When I see someone reading a book on the train, I usually try to see what the title is and who wrote it. I suppose I like to know which books attract different kinds of reader. One day in 2015, I was on a train in France and noticed a woman reading a book with the title L’Oubli by an author I’d never heard of before, Emma Healey. I immediately guessed that the book was a translation from the English. Apart from the fact that translations of English novels are very popular in France, the author’s name sounded particularly English too.
I made a mental note to Google the book when I got home, and find out what it was called in English. The surprising thing is that, for once, I actually followed up on this resolution. I learned that the original title was Elizabeth Is Missing, that the book is the first-person narrative of a character who is suffering from dementia, had been the subject of a bidding war and had won prizes. It was the author’s first novel.

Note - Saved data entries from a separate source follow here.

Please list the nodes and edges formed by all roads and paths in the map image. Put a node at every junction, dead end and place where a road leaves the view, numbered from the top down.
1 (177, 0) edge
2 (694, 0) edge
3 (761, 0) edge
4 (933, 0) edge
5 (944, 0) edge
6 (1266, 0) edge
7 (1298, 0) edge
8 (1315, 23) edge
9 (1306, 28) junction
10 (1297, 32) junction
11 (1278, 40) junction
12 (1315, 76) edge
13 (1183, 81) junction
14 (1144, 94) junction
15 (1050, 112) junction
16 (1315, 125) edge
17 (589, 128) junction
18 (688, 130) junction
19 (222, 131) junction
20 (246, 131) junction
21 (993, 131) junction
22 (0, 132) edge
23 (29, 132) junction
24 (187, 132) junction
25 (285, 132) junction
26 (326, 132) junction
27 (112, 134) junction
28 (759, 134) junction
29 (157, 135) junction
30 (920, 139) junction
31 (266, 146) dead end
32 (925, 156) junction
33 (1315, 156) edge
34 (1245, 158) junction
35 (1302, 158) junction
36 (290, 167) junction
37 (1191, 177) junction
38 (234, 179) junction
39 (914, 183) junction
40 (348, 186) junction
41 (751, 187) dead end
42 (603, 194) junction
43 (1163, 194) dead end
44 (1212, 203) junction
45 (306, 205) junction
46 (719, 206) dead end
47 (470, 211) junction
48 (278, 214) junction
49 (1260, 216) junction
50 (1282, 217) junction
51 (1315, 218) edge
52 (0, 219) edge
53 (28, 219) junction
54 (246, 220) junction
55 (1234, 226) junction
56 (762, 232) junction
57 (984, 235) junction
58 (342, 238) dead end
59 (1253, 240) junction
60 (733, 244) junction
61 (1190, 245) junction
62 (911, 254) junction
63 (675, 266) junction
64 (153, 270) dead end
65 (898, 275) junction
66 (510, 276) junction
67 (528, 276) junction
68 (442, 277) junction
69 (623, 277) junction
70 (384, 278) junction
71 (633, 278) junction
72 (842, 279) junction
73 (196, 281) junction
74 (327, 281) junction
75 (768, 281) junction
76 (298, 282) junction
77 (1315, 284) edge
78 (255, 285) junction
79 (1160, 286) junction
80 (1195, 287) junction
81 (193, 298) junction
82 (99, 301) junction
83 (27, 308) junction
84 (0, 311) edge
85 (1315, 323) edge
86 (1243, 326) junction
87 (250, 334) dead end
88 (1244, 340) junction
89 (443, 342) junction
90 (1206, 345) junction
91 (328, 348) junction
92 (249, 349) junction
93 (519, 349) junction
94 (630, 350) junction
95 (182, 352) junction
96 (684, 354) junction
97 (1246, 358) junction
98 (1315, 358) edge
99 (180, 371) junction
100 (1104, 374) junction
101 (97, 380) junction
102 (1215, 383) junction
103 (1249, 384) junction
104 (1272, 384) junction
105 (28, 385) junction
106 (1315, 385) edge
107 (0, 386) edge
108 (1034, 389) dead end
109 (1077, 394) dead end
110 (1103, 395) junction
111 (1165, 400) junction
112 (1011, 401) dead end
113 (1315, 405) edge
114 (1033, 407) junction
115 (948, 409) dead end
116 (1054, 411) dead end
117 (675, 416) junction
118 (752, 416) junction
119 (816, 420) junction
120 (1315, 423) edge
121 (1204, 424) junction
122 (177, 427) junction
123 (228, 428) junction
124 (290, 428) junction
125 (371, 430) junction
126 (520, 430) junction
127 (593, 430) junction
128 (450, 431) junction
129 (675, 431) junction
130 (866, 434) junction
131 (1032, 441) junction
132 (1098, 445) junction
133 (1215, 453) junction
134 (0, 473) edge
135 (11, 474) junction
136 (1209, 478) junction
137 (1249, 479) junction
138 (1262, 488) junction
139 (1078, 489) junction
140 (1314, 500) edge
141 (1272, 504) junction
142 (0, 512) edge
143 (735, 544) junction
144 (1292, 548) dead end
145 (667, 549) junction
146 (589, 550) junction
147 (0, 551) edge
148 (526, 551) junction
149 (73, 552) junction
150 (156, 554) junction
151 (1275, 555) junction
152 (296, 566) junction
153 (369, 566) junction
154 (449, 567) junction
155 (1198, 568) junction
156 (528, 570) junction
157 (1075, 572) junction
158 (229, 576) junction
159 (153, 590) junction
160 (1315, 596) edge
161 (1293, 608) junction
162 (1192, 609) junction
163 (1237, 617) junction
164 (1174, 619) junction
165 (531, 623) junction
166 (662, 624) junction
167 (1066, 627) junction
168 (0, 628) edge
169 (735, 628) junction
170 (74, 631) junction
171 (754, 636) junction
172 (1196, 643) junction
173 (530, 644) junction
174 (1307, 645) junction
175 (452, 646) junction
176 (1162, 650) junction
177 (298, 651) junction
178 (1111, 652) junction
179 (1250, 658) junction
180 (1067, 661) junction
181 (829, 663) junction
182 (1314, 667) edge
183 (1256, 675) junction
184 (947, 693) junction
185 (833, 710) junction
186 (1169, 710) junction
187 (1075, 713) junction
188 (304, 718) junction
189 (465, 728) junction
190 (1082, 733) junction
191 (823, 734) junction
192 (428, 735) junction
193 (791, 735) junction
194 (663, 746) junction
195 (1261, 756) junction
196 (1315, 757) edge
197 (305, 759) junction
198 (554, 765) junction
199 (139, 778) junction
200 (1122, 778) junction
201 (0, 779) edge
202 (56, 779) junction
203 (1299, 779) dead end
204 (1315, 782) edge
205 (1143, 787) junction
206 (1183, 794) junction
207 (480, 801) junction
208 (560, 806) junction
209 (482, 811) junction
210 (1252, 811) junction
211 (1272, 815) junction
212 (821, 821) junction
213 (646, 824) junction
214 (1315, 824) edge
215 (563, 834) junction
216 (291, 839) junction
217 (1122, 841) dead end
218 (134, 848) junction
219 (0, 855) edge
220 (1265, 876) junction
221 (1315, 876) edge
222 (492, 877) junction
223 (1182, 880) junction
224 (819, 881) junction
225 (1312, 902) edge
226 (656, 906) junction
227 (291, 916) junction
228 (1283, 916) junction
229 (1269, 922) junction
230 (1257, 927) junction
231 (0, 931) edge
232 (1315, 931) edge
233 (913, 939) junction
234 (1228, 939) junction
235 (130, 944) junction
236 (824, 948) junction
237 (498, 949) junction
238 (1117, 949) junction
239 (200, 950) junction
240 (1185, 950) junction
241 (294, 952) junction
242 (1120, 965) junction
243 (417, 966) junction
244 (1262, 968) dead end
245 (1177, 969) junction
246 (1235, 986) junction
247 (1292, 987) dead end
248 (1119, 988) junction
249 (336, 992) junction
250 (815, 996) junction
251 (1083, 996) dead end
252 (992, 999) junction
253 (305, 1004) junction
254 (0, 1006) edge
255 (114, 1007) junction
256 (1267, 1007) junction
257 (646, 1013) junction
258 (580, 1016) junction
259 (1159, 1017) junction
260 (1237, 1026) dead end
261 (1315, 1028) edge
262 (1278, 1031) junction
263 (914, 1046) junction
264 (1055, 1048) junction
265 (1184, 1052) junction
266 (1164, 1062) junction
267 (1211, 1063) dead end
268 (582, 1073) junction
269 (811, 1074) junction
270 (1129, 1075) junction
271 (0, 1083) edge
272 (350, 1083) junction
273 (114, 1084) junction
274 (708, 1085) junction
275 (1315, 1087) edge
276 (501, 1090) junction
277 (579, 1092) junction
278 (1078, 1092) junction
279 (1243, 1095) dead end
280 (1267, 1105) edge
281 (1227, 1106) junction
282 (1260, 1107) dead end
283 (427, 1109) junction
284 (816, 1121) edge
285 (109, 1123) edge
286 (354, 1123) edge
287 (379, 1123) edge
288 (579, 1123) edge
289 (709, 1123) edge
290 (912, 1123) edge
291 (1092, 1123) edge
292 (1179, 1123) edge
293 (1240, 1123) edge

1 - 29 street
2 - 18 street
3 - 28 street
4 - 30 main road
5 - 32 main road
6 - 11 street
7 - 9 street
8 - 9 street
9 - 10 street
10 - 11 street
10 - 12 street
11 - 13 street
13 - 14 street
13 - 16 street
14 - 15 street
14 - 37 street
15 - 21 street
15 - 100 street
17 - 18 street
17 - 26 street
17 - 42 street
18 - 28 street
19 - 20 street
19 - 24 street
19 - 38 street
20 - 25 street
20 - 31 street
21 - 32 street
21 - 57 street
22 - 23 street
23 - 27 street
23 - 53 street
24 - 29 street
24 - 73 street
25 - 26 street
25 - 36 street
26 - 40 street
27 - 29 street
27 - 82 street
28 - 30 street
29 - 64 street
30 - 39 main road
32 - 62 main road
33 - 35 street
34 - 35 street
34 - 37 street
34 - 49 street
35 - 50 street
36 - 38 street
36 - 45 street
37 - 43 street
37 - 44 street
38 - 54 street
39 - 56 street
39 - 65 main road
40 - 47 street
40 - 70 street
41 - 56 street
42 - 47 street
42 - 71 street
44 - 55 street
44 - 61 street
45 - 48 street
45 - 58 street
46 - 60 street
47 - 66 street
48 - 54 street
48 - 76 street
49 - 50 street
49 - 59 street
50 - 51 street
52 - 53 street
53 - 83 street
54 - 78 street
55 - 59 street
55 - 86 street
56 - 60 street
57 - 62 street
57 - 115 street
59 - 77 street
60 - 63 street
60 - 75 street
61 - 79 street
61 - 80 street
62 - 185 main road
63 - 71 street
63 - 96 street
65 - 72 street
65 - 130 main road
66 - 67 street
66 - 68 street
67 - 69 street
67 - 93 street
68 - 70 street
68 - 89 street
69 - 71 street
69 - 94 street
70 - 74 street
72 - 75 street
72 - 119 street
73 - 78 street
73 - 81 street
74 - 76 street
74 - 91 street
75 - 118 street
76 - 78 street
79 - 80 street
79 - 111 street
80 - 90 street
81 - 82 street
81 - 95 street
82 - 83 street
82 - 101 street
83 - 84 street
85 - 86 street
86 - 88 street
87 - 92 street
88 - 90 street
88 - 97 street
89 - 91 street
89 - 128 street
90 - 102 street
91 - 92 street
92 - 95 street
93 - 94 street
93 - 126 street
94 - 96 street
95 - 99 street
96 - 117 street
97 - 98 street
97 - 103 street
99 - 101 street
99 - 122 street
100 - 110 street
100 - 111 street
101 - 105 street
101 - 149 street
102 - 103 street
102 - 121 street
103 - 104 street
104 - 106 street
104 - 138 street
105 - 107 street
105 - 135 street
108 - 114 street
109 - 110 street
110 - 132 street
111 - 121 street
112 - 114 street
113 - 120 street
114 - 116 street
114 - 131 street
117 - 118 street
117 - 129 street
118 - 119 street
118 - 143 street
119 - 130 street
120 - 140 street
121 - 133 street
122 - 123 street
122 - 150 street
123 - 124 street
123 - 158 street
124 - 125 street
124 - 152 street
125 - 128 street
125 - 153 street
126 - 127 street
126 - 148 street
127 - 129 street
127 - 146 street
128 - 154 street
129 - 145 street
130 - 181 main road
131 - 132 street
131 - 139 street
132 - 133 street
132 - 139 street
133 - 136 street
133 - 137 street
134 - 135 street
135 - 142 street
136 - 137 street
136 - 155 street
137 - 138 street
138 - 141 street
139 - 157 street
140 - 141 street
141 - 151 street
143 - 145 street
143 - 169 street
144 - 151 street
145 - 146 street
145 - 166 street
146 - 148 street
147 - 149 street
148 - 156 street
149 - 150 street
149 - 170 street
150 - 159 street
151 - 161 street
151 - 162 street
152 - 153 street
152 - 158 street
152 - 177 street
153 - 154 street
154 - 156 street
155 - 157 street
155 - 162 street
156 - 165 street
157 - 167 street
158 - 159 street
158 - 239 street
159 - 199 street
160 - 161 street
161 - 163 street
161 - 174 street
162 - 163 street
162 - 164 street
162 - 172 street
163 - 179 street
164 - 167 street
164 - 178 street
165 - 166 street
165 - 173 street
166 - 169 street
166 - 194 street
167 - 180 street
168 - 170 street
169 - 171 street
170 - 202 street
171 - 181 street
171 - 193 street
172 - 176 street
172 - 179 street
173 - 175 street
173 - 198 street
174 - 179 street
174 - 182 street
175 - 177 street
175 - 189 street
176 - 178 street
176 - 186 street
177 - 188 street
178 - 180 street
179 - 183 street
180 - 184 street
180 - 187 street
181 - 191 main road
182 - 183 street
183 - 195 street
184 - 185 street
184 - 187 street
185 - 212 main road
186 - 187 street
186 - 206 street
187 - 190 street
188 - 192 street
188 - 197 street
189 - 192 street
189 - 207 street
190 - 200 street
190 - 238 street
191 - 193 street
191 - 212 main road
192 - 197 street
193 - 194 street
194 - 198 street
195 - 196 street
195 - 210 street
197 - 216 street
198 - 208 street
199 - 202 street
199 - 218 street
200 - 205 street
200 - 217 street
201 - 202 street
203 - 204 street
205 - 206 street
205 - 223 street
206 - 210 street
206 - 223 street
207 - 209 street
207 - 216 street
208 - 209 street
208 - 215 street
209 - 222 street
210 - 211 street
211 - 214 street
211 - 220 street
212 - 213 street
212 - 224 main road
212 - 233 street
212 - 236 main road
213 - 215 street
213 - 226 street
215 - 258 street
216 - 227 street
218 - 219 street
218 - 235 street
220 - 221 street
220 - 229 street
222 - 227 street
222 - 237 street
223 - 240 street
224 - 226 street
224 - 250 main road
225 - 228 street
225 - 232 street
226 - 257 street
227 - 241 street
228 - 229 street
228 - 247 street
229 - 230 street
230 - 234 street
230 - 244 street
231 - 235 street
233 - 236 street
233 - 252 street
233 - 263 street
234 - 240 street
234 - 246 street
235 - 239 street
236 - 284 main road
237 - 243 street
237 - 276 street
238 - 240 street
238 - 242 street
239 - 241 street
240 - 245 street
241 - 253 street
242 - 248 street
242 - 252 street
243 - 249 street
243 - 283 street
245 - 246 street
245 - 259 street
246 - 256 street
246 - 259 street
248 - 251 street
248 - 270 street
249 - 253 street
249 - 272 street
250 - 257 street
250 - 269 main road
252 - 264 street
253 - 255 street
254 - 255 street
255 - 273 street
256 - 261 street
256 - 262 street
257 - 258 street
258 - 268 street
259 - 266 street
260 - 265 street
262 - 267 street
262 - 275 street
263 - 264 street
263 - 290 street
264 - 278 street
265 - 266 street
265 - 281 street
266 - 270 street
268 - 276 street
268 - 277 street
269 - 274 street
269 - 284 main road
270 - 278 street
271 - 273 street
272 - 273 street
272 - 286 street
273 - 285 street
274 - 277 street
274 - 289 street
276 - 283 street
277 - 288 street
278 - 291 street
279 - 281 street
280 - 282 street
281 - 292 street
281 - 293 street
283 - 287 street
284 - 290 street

I didn’t buy the book immediately and it wasn’t till four years later that I finally read it. In the meantime, reviews had persuaded me that Healey’s second novel, Whistle in the Dark would be more my kind of thing. I was afraid that a popular novel featuring dementia and memory-loss would necessarily find it difficult to avoid being heartwarming, or even sentimental. I eventually found a battered, secondhand copy of the paperback in a charity shop and decided that I couldn’t pass it up.
It’s not excessively heartwarming or sentimental. Healey is skilled enough to suggest the abyss facing the protagonist, without forcing the reader to confront it. Maud is 80 and just about capable of living on her own. She constantly makes tea that she forgets to drink, makes and eats toast whenever it occurs to her, having no recollection of having done the same thing a little earlier. She puts on the gas to boil an egg, but forgets to light it. She stocks up on tins of sliced peaches almost every time she goes to the shop.
When she goes to the police to report that her friend, Elizabeth, is missing, she’s taken aback to find that they recognize her and are already familiar with her story. She’s been to see them before Her pockets are full of notes to remind her what she’s doing and why. Some of those notes are long out of date.
Elizabeth is not, in fact, missing — but somebody is, and there is indeed a connection with Elizabeth. Elizabeth has for some time been in a stroke rehabilitation unit. She seems to have suffered the stroke as the result of a fall in her garden at night, where Maud has dug up half of a broken powder compact which she (Maud) recognizes.
Maud has been assured regularly that Elizabeth is not missing, and has been taken to see her once, despite the risk that this will distress both women. But the information just won’t stick. Maud eventually gets back to the refrain: Elizabeth is missing.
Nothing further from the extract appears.